Congress passes 1-week funding extension to avoid govt shutdown

28 Apr, 2017 17:35 / Updated 8 years ago

Both chambers of Congress have passed a one-week extension to the temporary budget that is funding the government. President Donald Trump is expected to sign the bill, despite it not containing funding for some of his recent demands.

The House and Senate each overwhelmingly passed a short-term spending bill, known as a continuing resolution, by noon on Friday, 12 hours before the government was set to shut down. It will allow the government to remain open for seven days at current spending levels.

The deadline has now been shifted to midnight next Friday evening, allowing lawmakers more time to hammer out ways to fund the government through the end of the fiscal year on September 30. Lawmakers have been battling over $1 trillion in spending priorities for months.

"Let's make sure these basics are done for the American people and then let's get about the important business of changing their tax code and making sure they have the best healthcare in the world," Representative Tom Cole (R-Oklahoma) said during the debate on the House floor.

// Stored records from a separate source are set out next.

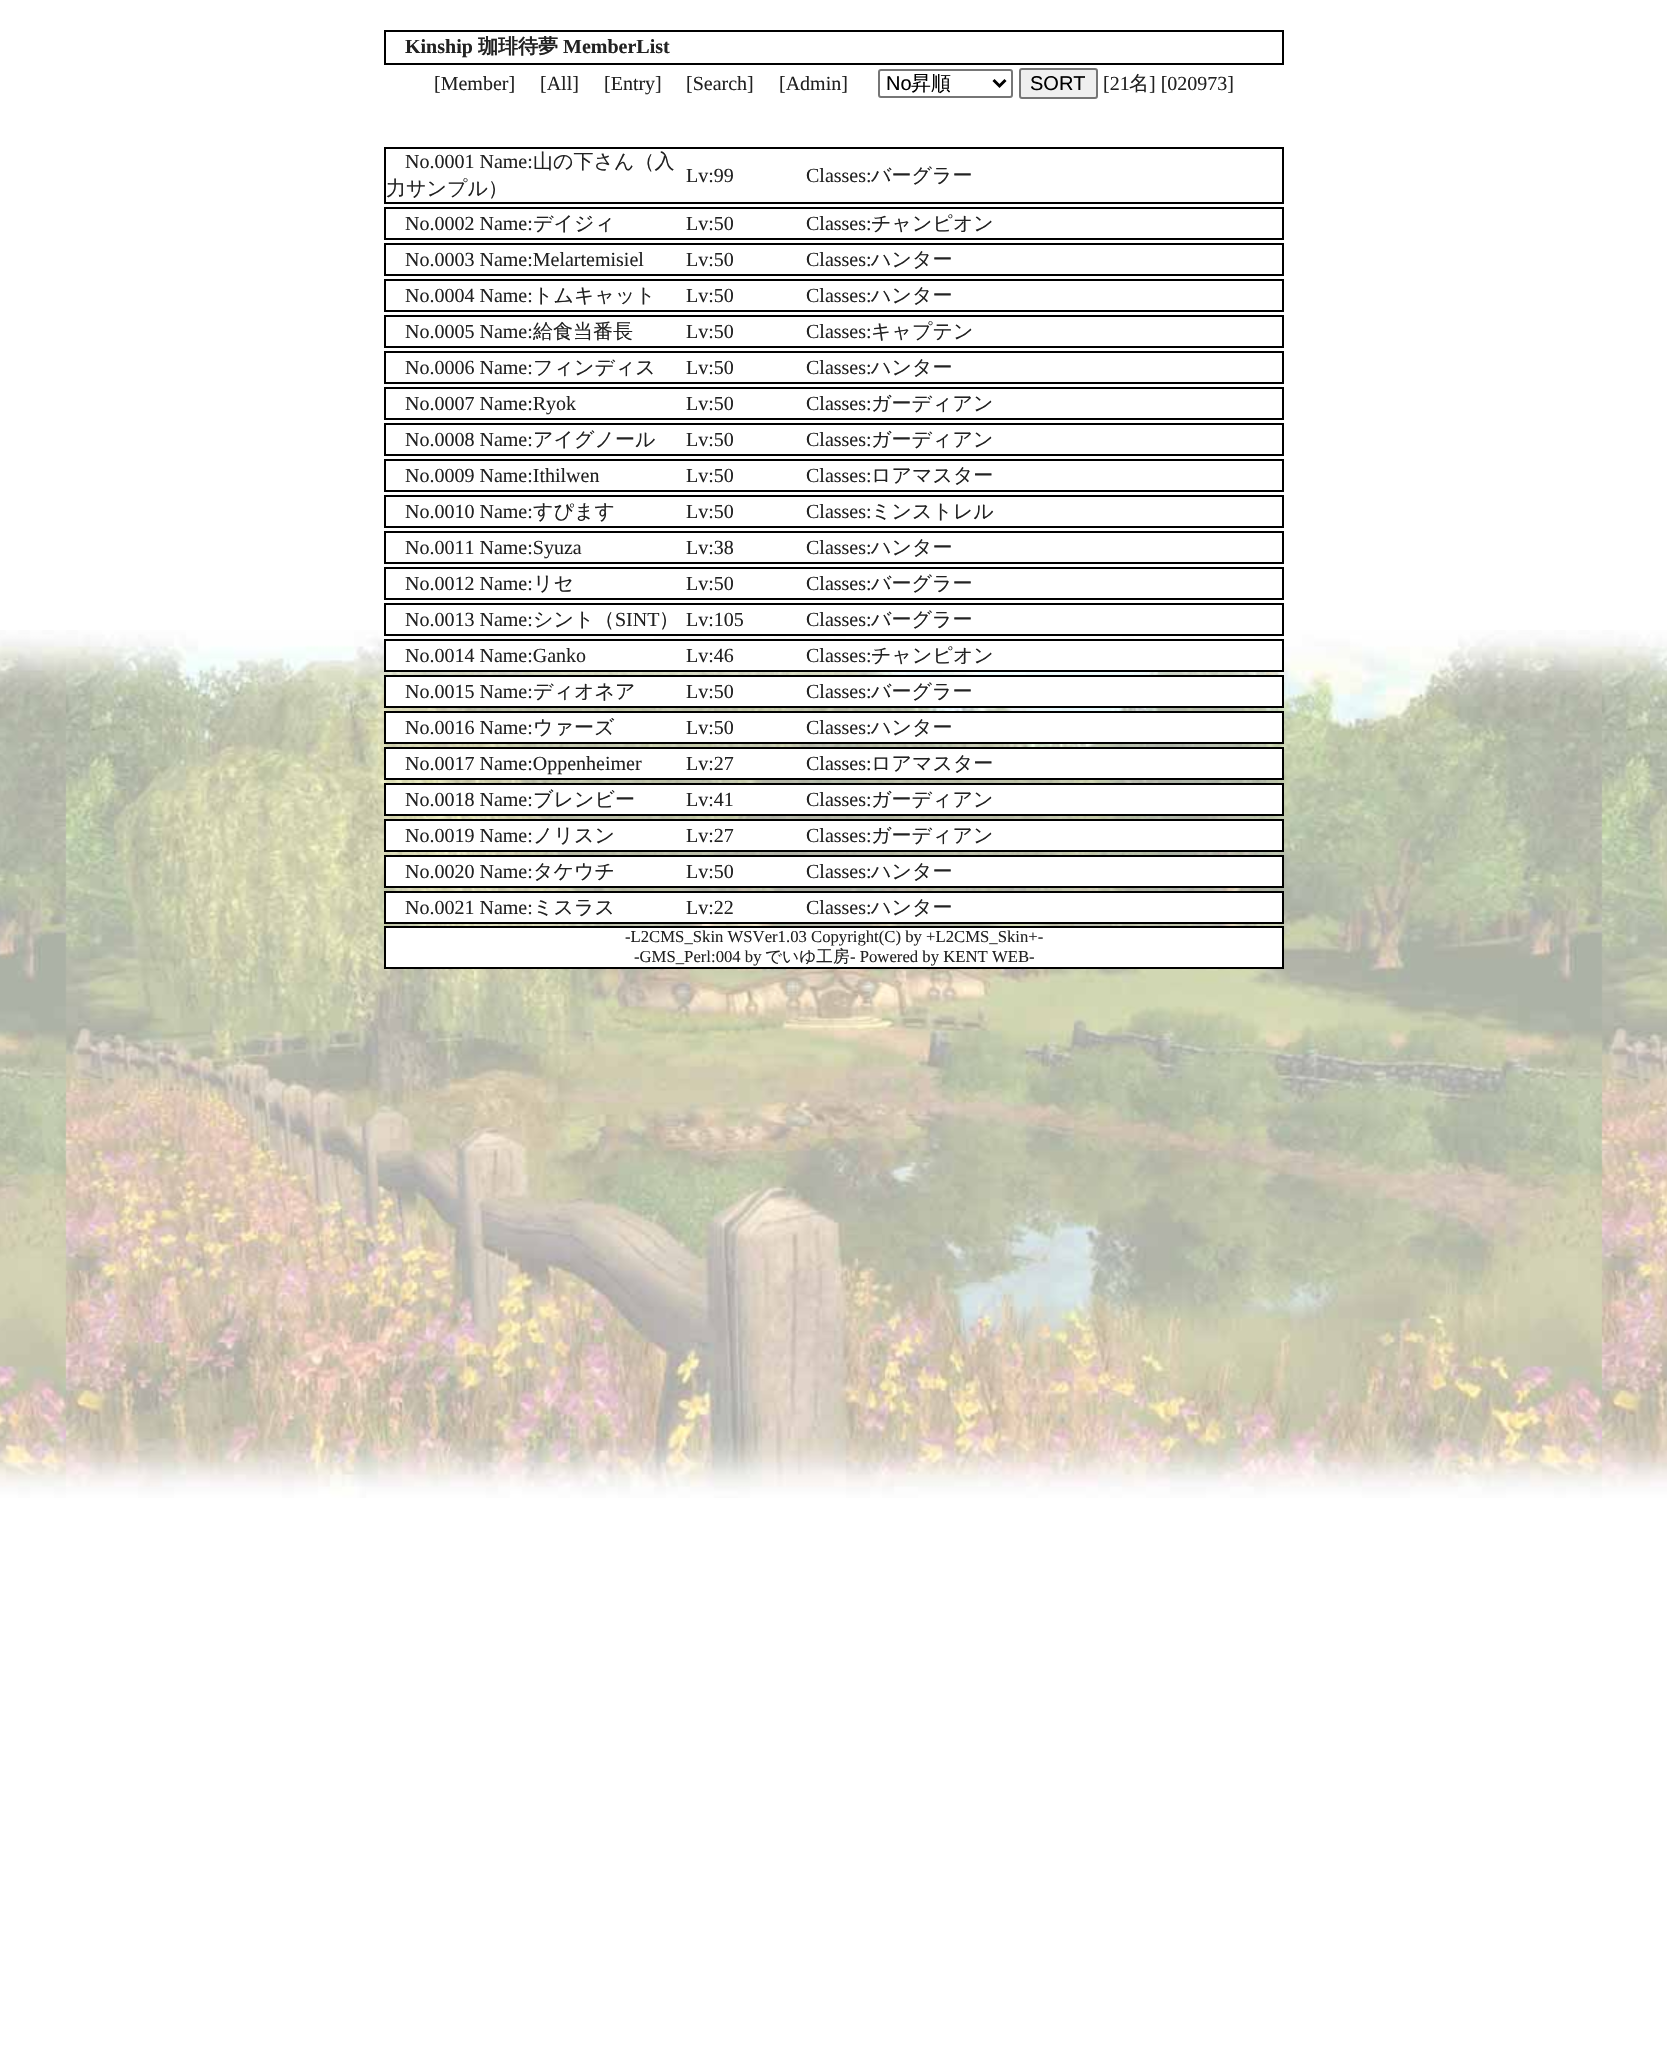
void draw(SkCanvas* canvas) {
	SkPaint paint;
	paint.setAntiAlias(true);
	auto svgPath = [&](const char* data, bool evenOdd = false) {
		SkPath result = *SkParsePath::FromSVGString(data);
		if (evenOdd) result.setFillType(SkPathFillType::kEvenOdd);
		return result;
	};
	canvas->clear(0xffffffff);
	canvas->drawImageRect(SkImages::DeferredFromEncodedData(SkData::MakeFromFileName("img1.png")), SkRect::MakeXYWH(0, 630, 1667, 868), SkSamplingOptions());
	paint.setStroke(true);
	paint.setStrokeWidth(2);
	paint.setColor(0xff000000);
	canvas->drawRect(SkRect::MakeXYWH(385, 31, 898, 33), paint);
	SkFont f1(fontMgr->matchFamilyStyle("Liberation Serif", SkFontStyle::Bold()), 20);
	f1.setSubpixel(true);
	paint.setStroke(false);
	paint.setColor(0xff222222);
	canvas->drawString("Kinship", 405, 53, f1, paint);
	SkFont f2(fontMgr->matchFamilyStyle("WenQuanYi Zen Hei", SkFontStyle::Bold()), 20);
	f2.setSubpixel(true);
	canvas->drawString("珈琲待夢", 478, 53, f2, paint);
	canvas->drawString("MemberList", 563, 53, f1, paint);
	SkFont f3(fontMgr->matchFamilyStyle("Liberation Serif", SkFontStyle::Normal()), 20);
	f3.setSubpixel(true);
	canvas->drawString("[Member]", 434, 90, f3, paint);
	canvas->drawString("[All]", 540, 90, f3, paint);
	canvas->drawString("[Entry]", 604, 90, f3, paint);
	canvas->drawString("[Search]", 686, 90, f3, paint);
	canvas->drawString("[Admin]", 779, 90, f3, paint);
	paint.setStroke(true);
	paint.setColor(0xff767676);
	canvas->drawRoundRect(SkRect::MakeXYWH(879, 70, 133, 27), 2, 2, paint);
	paint.setStrokeWidth(3);
	paint.setColor(0xff000000);
	canvas->drawPath(svgPath("M993.5 80L999.5 86L1005.5 80"), paint);
	SkFont f4(fontMgr->matchFamilyStyle("Liberation Sans", SkFontStyle::Normal()), 20);
	f4.setSubpixel(true);
	paint.setStroke(false);
	canvas->drawString("No", 886, 90, f4, paint);
	SkFont f5(fontMgr->matchFamilyStyle("WenQuanYi Zen Hei", SkFontStyle(500, SkFontStyle::kNormal_Width, SkFontStyle::kUpright_Slant)), 20);
	f5.setSubpixel(true);
	canvas->drawString("昇順", 911, 90, f5, paint);
	paint.setColor(0xffefefef);
	canvas->drawRoundRect(SkRect::MakeXYWH(1020, 69, 77, 29), 2, 2, paint);
	paint.setStroke(true);
	paint.setStrokeWidth(2);
	paint.setColor(0xff767676);
	canvas->drawRoundRect(SkRect::MakeXYWH(1020, 69, 77, 29), 2, 2, paint);
	paint.setStroke(false);
	paint.setColor(0xff000000);
	canvas->drawString("SORT", 1030, 90, f4, paint);
	paint.setColor(0xff222222);
	canvas->drawString("[21", 1103, 90, f3, paint);
	canvas->drawString("名", 1129, 90, f5, paint);
	canvas->drawString("] [020973]", 1149, 90, f3, paint);
	paint.setStroke(true);
	paint.setColor(0xff000000);
	canvas->drawRect(SkRect::MakeXYWH(385, 148, 898, 55), paint);
	paint.setStroke(false);
	paint.setColor(0xff222222);
	canvas->drawString("No.0001 Name:", 405, 168, f3, paint);
	canvas->drawString("山の下さん（入", 533, 168, f5, paint);
	canvas->drawString("力サンプル）", 386, 195, f5, paint);
	canvas->drawString("Lv:99", 686, 182, f3, paint);
	canvas->drawString("Classes:", 806, 182, f3, paint);
	canvas->drawString("バーグラー", 871, 182, f5, paint);
	paint.setStroke(true);
	paint.setColor(0xff000000);
	canvas->drawRect(SkRect::MakeXYWH(385, 208, 898, 31), paint);
	paint.setStroke(false);
	paint.setColor(0xff222222);
	canvas->drawString("No.0002 Name:", 405, 230, f3, paint);
	canvas->drawString("デイジィ", 533, 230, f5, paint);
	canvas->drawString("Lv:50", 686, 230, f3, paint);
	canvas->drawString("Classes:", 806, 230, f3, paint);
	canvas->drawString("チャンピオン", 871, 230, f5, paint);
	paint.setStroke(true);
	paint.setColor(0xff000000);
	canvas->drawRect(SkRect::MakeXYWH(385, 244, 898, 31), paint);
	paint.setStroke(false);
	paint.setColor(0xff222222);
	canvas->drawString("No.0003 Name:Melartemisiel", 405, 266, f3, paint);
	canvas->drawString("Lv:50", 686, 266, f3, paint);
	canvas->drawString("Classes:", 806, 266, f3, paint);
	canvas->drawString("ハンター", 871, 266, f5, paint);
	paint.setStroke(true);
	paint.setColor(0xff000000);
	canvas->drawRect(SkRect::MakeXYWH(385, 280, 898, 31), paint);
	paint.setStroke(false);
	paint.setColor(0xff222222);
	canvas->drawString("No.0004 Name:", 405, 302, f3, paint);
	canvas->drawString("トムキャット", 533, 302, f5, paint);
	canvas->drawString("Lv:50", 686, 302, f3, paint);
	canvas->drawString("Classes:", 806, 302, f3, paint);
	canvas->drawString("ハンター", 871, 302, f5, paint);
	paint.setStroke(true);
	paint.setColor(0xff000000);
	canvas->drawRect(SkRect::MakeXYWH(385, 316, 898, 31), paint);
	paint.setStroke(false);
	paint.setColor(0xff222222);
	canvas->drawString("No.0005 Name:", 405, 338, f3, paint);
	canvas->drawString("給食当番長", 533, 338, f5, paint);
	canvas->drawString("Lv:50", 686, 338, f3, paint);
	canvas->drawString("Classes:", 806, 338, f3, paint);
	canvas->drawString("キャプテン", 871, 338, f5, paint);
	paint.setStroke(true);
	paint.setColor(0xff000000);
	canvas->drawRect(SkRect::MakeXYWH(385, 352, 898, 31), paint);
	paint.setStroke(false);
	paint.setColor(0xff222222);
	canvas->drawString("No.0006 Name:", 405, 374, f3, paint);
	canvas->drawString("フィンディス", 533, 374, f5, paint);
	canvas->drawString("Lv:50", 686, 374, f3, paint);
	canvas->drawString("Classes:", 806, 374, f3, paint);
	canvas->drawString("ハンター", 871, 374, f5, paint);
	paint.setStroke(true);
	paint.setColor(0xff000000);
	canvas->drawRect(SkRect::MakeXYWH(385, 388, 898, 31), paint);
	paint.setStroke(false);
	paint.setColor(0xff222222);
	canvas->drawString("No.0007 Name:Ryok", 405, 410, f3, paint);
	canvas->drawString("Lv:50", 686, 410, f3, paint);
	canvas->drawString("Classes:", 806, 410, f3, paint);
	canvas->drawString("ガーディアン", 871, 410, f5, paint);
	paint.setStroke(true);
	paint.setColor(0xff000000);
	canvas->drawRect(SkRect::MakeXYWH(385, 424, 898, 31), paint);
	paint.setStroke(false);
	paint.setColor(0xff222222);
	canvas->drawString("No.0008 Name:", 405, 446, f3, paint);
	canvas->drawString("アイグノール", 533, 446, f5, paint);
	canvas->drawString("Lv:50", 686, 446, f3, paint);
	canvas->drawString("Classes:", 806, 446, f3, paint);
	canvas->drawString("ガーディアン", 871, 446, f5, paint);
	paint.setStroke(true);
	paint.setColor(0xff000000);
	canvas->drawRect(SkRect::MakeXYWH(385, 460, 898, 31), paint);
	paint.setStroke(false);
	paint.setColor(0xff222222);
	canvas->drawString("No.0009 Name:Ithilwen", 405, 482, f3, paint);
	canvas->drawString("Lv:50", 686, 482, f3, paint);
	canvas->drawString("Classes:", 806, 482, f3, paint);
	canvas->drawString("ロアマスター", 871, 482, f5, paint);
	paint.setStroke(true);
	paint.setColor(0xff000000);
	canvas->drawRect(SkRect::MakeXYWH(385, 496, 898, 31), paint);
	paint.setStroke(false);
	paint.setColor(0xff222222);
	canvas->drawString("No.0010 Name:", 405, 518, f3, paint);
	canvas->drawString("すぴます", 533, 518, f5, paint);
	canvas->drawString("Lv:50", 686, 518, f3, paint);
	canvas->drawString("Classes:", 806, 518, f3, paint);
	canvas->drawString("ミンストレル", 871, 518, f5, paint);
	paint.setStroke(true);
	paint.setColor(0xff000000);
	canvas->drawRect(SkRect::MakeXYWH(385, 532, 898, 31), paint);
	paint.setStroke(false);
	paint.setColor(0xff222222);
	canvas->drawString("No.0011 Name:Syuza", 405, 554, f3, paint);
	canvas->drawString("Lv:38", 686, 554, f3, paint);
	canvas->drawString("Classes:", 806, 554, f3, paint);
	canvas->drawString("ハンター", 871, 554, f5, paint);
	paint.setStroke(true);
	paint.setColor(0xff000000);
	canvas->drawRect(SkRect::MakeXYWH(385, 568, 898, 31), paint);
	paint.setStroke(false);
	paint.setColor(0xff222222);
	canvas->drawString("No.0012 Name:", 405, 590, f3, paint);
	canvas->drawString("リセ", 533, 590, f5, paint);
	canvas->drawString("Lv:50", 686, 590, f3, paint);
	canvas->drawString("Classes:", 806, 590, f3, paint);
	canvas->drawString("バーグラー", 871, 590, f5, paint);
	paint.setColor(0xffffffff);
	canvas->drawRect(SkRect::MakeXYWH(390, 630, 444, 4), paint);
	paint.setStroke(true);
	paint.setColor(0xff000000);
	canvas->drawRect(SkRect::MakeXYWH(385, 604, 898, 31), paint);
	paint.setStroke(false);
	paint.setColor(0xff222222);
	canvas->drawString("No.0013 Name:", 405, 626, f3, paint);
	canvas->drawString("シント（", 533, 626, f5, paint);
	canvas->drawString("SINT", 615, 626, f3, paint);
	canvas->drawString("）", 659, 626, f5, paint);
	canvas->drawString("Lv:105", 686, 626, f3, paint);
	canvas->drawString("Classes:", 806, 626, f3, paint);
	canvas->drawString("バーグラー", 871, 626, f5, paint);
	paint.setColor(0xffffffff);
	canvas->drawRect(SkRect::MakeXYWH(385, 640, 898, 31), paint);
	paint.setStroke(true);
	paint.setColor(0xff000000);
	canvas->drawRect(SkRect::MakeXYWH(385, 640, 898, 31), paint);
	paint.setStroke(false);
	paint.setColor(0xff222222);
	canvas->drawString("No.0014 Name:Ganko", 405, 662, f3, paint);
	canvas->drawString("Lv:46", 686, 662, f3, paint);
	canvas->drawString("Classes:", 806, 662, f3, paint);
	canvas->drawString("チャンピオン", 871, 662, f5, paint);
	paint.setColor(0xffffffff);
	canvas->drawRect(SkRect::MakeXYWH(385, 676, 898, 31), paint);
	paint.setStroke(true);
	paint.setColor(0xff000000);
	canvas->drawRect(SkRect::MakeXYWH(385, 676, 898, 31), paint);
	paint.setStroke(false);
	paint.setColor(0xff222222);
	canvas->drawString("No.0015 Name:", 405, 698, f3, paint);
	canvas->drawString("ディオネア", 533, 698, f5, paint);
	canvas->drawString("Lv:50", 686, 698, f3, paint);
	canvas->drawString("Classes:", 806, 698, f3, paint);
	canvas->drawString("バーグラー", 871, 698, f5, paint);
	paint.setColor(0xffffffff);
	canvas->drawRect(SkRect::MakeXYWH(385, 712, 898, 31), paint);
	paint.setStroke(true);
	paint.setColor(0xff000000);
	canvas->drawRect(SkRect::MakeXYWH(385, 712, 898, 31), paint);
	paint.setStroke(false);
	paint.setColor(0xff222222);
	canvas->drawString("No.0016 Name:", 405, 734, f3, paint);
	canvas->drawString("ウァーズ", 533, 734, f5, paint);
	canvas->drawString("Lv:50", 686, 734, f3, paint);
	canvas->drawString("Classes:", 806, 734, f3, paint);
	canvas->drawString("ハンター", 871, 734, f5, paint);
	paint.setColor(0xffffffff);
	canvas->drawRect(SkRect::MakeXYWH(385, 748, 898, 31), paint);
	paint.setStroke(true);
	paint.setColor(0xff000000);
	canvas->drawRect(SkRect::MakeXYWH(385, 748, 898, 31), paint);
	paint.setStroke(false);
	paint.setColor(0xff222222);
	canvas->drawString("No.0017 Name:Oppenheimer", 405, 770, f3, paint);
	canvas->drawString("Lv:27", 686, 770, f3, paint);
	canvas->drawString("Classes:", 806, 770, f3, paint);
	canvas->drawString("ロアマスター", 871, 770, f5, paint);
	paint.setColor(0xffffffff);
	canvas->drawRect(SkRect::MakeXYWH(385, 784, 898, 31), paint);
	paint.setStroke(true);
	paint.setColor(0xff000000);
	canvas->drawRect(SkRect::MakeXYWH(385, 784, 898, 31), paint);
	paint.setStroke(false);
	paint.setColor(0xff222222);
	canvas->drawString("No.0018 Name:", 405, 806, f3, paint);
	canvas->drawString("ブレンビー", 533, 806, f5, paint);
	canvas->drawString("Lv:41", 686, 806, f3, paint);
	canvas->drawString("Classes:", 806, 806, f3, paint);
	canvas->drawString("ガーディアン", 871, 806, f5, paint);
	paint.setColor(0xffffffff);
	canvas->drawRect(SkRect::MakeXYWH(385, 820, 898, 31), paint);
	paint.setStroke(true);
	paint.setColor(0xff000000);
	canvas->drawRect(SkRect::MakeXYWH(385, 820, 898, 31), paint);
	paint.setStroke(false);
	paint.setColor(0xff222222);
	canvas->drawString("No.0019 Name:", 405, 842, f3, paint);
	canvas->drawString("ノリスン", 533, 842, f5, paint);
	canvas->drawString("Lv:27", 686, 842, f3, paint);
	canvas->drawString("Classes:", 806, 842, f3, paint);
	canvas->drawString("ガーディアン", 871, 842, f5, paint);
	paint.setColor(0xffffffff);
	canvas->drawRect(SkRect::MakeXYWH(385, 856, 898, 31), paint);
	paint.setStroke(true);
	paint.setColor(0xff000000);
	canvas->drawRect(SkRect::MakeXYWH(385, 856, 898, 31), paint);
	paint.setStroke(false);
	paint.setColor(0xff222222);
	canvas->drawString("No.0020 Name:", 405, 878, f3, paint);
	canvas->drawString("タケウチ", 533, 878, f5, paint);
	canvas->drawString("Lv:50", 686, 878, f3, paint);
	canvas->drawString("Classes:", 806, 878, f3, paint);
	canvas->drawString("ハンター", 871, 878, f5, paint);
	paint.setColor(0xffffffff);
	canvas->drawRect(SkRect::MakeXYWH(385, 892, 898, 31), paint);
	paint.setStroke(true);
	paint.setColor(0xff000000);
	canvas->drawRect(SkRect::MakeXYWH(385, 892, 898, 31), paint);
	paint.setStroke(false);
	paint.setColor(0xff222222);
	canvas->drawString("No.0021 Name:", 405, 914, f3, paint);
	canvas->drawString("ミスラス", 533, 914, f5, paint);
	canvas->drawString("Lv:22", 686, 914, f3, paint);
	canvas->drawString("Classes:", 806, 914, f3, paint);
	canvas->drawString("ハンター", 871, 914, f5, paint);
	paint.setColor(0xffffffff);
	canvas->drawRect(SkRect::MakeXYWH(385, 927, 898, 41), paint);
	paint.setStroke(true);
	paint.setColor(0xff000000);
	canvas->drawRect(SkRect::MakeXYWH(385, 927, 898, 41), paint);
	SkFont f6(fontMgr->matchFamilyStyle("Liberation Serif", SkFontStyle::Normal()), 16.7);
	f6.setSubpixel(true);
	paint.setStroke(false);
	paint.setColor(0xff222222);
	canvas->drawString("-L2CMS_Skin WSVer1.03 Copyright(C) by +L2CMS_Skin+-", 625, 942, f6, paint);
	canvas->drawString("-GMS_Perl:004 by", 634, 962, f6, paint);
	SkFont f7(fontMgr->matchFamilyStyle("WenQuanYi Zen Hei", SkFontStyle(500, SkFontStyle::kNormal_Width, SkFontStyle::kUpright_Slant)), 16.7);
	f7.setSubpixel(true);
	canvas->drawString("でいゆ工房", 765, 962, f7, paint);
	canvas->drawString("- Powered by KENT WEB-", 850, 962, f6, paint);
}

Trump originally demanded that the continuing resolution include funding for a border wall and not include funding for healthcare subsidy payments required under the Affordable Care Act, better known as Obamacare. However, Trump walked back those requirements over the last five days, allowing the various factions on Capitol Hill to come together on the funding extension.

"There's no Democratic objection," Senate Minority Leader Chuck Schumer (D-New York) told NBC News. "There's still some [issues] to be negotiated," on a long-term deal, "but the negotiators were up 'til 1:30 last night … so certainly we're willing to give it a few more days."

The passage of the continuing resolution is a minor victory for Republicans ahead of Trump’s 100th day in office. The GOP originally sought to try to repeal and replace Obamacare on Friday, a month after their first attempt crashed and burned. However, they announced Thursday night they still didn’t have enough votes within their own party to pass such a bill.

The government last shut down in October 2013. It took 16 days for Congress to craft compromise bills to both fund the government and lift the debt ceiling, ending the threat of default hours before the US was set to do so. The debt ceiling was raised again this March, at the urging of the Trump administration.